Галя Ворожеева
Шрифт:
Галя слушала Надежду Ивановну, широко открыв глаза. И был у нее такой возраст, и такая была минута в ее жизни, что слова учительницы запали в самую душу. Галя потом часто вспоминала эту ночь, и Надежду Ивановну, и ее слова.
Бывают в жизни человека внезапные поступки.
Но это они только кажутся внезапными, а на самом деле… Вот и Галина мать… Отец давно уже не существовал для них, и они жили вдвоем. Жили и жили себе. Мать работала дояркой, а Галя училась. И вдруг, когда она, Галя, была уже в 10 классе, мать вышла
Мать была еще привлекательной; этакая статная, ладная, по-деревенски крепкая. Частенько она почему-то хмурилась, молча тосковала, из-за чего-то злилась. Теперь-то Галя понимала, что ей невмоготу стало жить вроде вдовы, что ей хотелось семьи, чтобы ее любили…
Галя отказалась уехать из родного села в райцентр. Роль приемной дочери в доме строгого отчима ее не устраивала. Мать, оставляя Галю в пустой избе, смущенно оправдывалась, что, мол, ты, доченька, все равно через год уедешь в институт, а мне, мол, что же — одной куковать? Я тебя выкормила, выучила, а теперь дай-ка и мне хоть немного пожить для себя.
Галя проплакала всю ночь от горя, от обиды; ей казалось, что мать предала ее, бросила, что она, Галя, теперь для матери отрезанный ломоть. А потом подумала, подумала да и оправдала мать. Ведь действительно, Галя все равно уедет. А мать-то и впрямь еще молодая…
Тут от воспоминаний Галю отвлекла дорога: она круто повернула от реки в березняк; скоро должно показаться село. Галя вошла в колок. И снова ожило, зазвучало прошлое.
Когда она, Галя, осталась в селе одна, забрал ее к себе сосед, Кузьма Петрович Михеев. Она дружила с его дочкой — Тамарой, училась с ней вместе. И как только она перебралась к Тамаре, тут же явился отчим с какими-то мужиками, за два дня раскатал по бревнышку материн дом и увез его на машинах. Одни ямы да развороченная печь остались для Гали там, где прошло ее детство…
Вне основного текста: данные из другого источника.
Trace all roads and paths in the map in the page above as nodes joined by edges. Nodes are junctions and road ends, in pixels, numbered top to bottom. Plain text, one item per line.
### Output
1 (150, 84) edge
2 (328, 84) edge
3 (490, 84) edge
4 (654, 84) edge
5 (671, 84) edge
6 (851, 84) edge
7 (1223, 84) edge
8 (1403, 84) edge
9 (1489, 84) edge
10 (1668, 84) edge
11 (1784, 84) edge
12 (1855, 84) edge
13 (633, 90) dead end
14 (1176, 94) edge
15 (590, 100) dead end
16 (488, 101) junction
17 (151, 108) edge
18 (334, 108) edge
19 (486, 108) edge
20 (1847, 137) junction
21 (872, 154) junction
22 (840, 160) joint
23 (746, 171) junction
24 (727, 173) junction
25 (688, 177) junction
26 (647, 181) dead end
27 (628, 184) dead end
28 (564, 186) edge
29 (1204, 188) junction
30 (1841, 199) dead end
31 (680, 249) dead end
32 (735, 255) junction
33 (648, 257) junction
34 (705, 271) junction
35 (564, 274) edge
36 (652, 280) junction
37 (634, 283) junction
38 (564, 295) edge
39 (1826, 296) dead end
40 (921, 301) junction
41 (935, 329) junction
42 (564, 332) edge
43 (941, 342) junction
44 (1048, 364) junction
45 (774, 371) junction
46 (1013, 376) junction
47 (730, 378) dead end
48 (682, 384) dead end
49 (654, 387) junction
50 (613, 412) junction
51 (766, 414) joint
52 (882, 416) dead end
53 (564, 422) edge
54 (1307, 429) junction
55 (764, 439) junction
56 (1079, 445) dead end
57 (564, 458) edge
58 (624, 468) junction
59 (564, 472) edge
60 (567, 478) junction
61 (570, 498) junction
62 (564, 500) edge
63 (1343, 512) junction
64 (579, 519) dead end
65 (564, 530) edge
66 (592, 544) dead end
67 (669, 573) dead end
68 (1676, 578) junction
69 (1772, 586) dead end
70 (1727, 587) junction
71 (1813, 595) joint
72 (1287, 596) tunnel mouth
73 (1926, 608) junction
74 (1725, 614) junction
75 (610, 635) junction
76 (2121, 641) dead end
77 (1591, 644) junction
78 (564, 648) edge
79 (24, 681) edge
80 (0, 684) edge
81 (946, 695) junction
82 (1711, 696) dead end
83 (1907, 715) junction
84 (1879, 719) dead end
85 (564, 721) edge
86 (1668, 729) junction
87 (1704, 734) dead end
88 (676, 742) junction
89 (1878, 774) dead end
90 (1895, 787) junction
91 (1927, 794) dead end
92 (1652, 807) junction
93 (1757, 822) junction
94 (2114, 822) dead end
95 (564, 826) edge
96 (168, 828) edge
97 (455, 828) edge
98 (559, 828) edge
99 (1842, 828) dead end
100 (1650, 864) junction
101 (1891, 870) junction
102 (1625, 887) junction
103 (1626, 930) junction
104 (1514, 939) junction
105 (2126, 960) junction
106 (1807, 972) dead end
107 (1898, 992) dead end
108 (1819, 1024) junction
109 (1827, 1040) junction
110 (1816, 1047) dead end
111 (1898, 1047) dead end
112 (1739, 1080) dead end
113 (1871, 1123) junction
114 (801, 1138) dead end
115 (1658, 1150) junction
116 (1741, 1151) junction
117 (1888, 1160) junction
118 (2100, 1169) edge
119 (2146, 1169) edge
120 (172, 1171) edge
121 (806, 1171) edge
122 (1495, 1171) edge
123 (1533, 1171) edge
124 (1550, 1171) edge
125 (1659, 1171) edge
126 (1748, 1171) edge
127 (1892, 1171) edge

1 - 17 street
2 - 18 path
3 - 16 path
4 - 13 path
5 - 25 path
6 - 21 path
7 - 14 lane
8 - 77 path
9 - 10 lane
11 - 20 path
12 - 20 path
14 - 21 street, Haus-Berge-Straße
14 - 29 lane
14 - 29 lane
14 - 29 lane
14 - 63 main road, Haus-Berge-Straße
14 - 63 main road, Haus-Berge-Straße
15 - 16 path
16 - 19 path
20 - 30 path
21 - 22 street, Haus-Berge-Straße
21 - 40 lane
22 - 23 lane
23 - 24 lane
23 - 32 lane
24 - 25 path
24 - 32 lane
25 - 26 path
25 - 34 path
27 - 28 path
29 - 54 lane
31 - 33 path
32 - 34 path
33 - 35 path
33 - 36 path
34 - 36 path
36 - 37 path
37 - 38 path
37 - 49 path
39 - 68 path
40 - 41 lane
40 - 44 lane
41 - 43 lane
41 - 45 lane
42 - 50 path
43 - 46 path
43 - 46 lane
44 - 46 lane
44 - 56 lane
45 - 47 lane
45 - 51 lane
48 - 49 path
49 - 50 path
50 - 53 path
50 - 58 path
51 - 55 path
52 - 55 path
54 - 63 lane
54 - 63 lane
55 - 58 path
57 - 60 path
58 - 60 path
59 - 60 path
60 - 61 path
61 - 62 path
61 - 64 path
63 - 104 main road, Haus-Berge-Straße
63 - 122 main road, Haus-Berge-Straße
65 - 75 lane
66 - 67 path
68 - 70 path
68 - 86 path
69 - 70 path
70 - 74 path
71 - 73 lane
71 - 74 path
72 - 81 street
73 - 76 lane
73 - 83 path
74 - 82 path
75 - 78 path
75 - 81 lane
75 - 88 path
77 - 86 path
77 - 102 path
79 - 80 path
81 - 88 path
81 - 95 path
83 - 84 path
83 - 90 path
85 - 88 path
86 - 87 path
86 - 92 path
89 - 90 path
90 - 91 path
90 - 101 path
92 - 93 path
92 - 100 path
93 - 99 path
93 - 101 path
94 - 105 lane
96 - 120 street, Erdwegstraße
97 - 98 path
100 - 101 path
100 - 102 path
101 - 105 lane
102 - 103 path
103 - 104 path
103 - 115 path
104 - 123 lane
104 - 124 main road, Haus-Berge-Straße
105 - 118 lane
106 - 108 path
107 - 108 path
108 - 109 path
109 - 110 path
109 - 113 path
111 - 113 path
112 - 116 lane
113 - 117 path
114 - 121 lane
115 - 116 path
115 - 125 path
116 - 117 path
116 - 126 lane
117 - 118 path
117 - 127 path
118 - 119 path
Когда Галя окончила школу и стала собираться в сельхозинститут, Кузьма Петрович повез ее на центральную усадьбу к директору совхоза Перелетову.
Галя помнит, как Перелетов тогда поднялся из-за стола, пожимая руку Кузьме Петровичу, и Галя чуть не ойкнула. Директор был такой громоздкий, что на ее глазах произошло удивительное: ну вот только что Кузьма Петрович был нормальным, крепким человеком среднего роста, а подойдя к Перелетову, вдруг стал каким-то тщедушным, а хрипловатый, простуженный баритон его на фоне перелетовского баса зазвучал жиденьким тенором.
Кузьма Петрович, оказывается, уже разговаривал о ней с директором, и поэтому Перелетов сразу же загромыхал:
— Вот что, девка! Кончай курсы трактористов, поработай у нас два года, а потом мы пошлем тебя в сельхозинститут. Сами будем и стипендию тебе платить. Но после института к нам вернешься… А пока садись-ка на трактор. Жизнь узнаешь, людей узнаёшь, как им хлебушко дается — узнаешь, вот тогда и выйдет из тебя толк. Настоящим инженером-механизатором станешь… Сейчас сдашь ты экзамены или не сдашь —
Галя обрадовалась этому предложению. И вдруг почувствовала она тогда к этим людям горячую благодарность за все. Ну, чего бы, кажется, сердцу этак затрепыхаться, заныть? Ведь и директор, и Кузьма Петрович — бывшие солдаты, люди суровые, всегда занятые работой — не сказали ей никаких красивых слов и не приласкали ее никак, а вот уловила она сквозь их скупые, будничные слова заботу о себе, и вроде бы как их тяжелые, жесткие руки по-отцовски ободряюще потрепали ее волосы; и поверила она в свое будущее, и захотелось ей уткнуться лицом в старенький пиджак Кузьмы Петровича, который год назад молча привел ее в свой дом, кормил ее, как свою, а теперь вот и к делу определил.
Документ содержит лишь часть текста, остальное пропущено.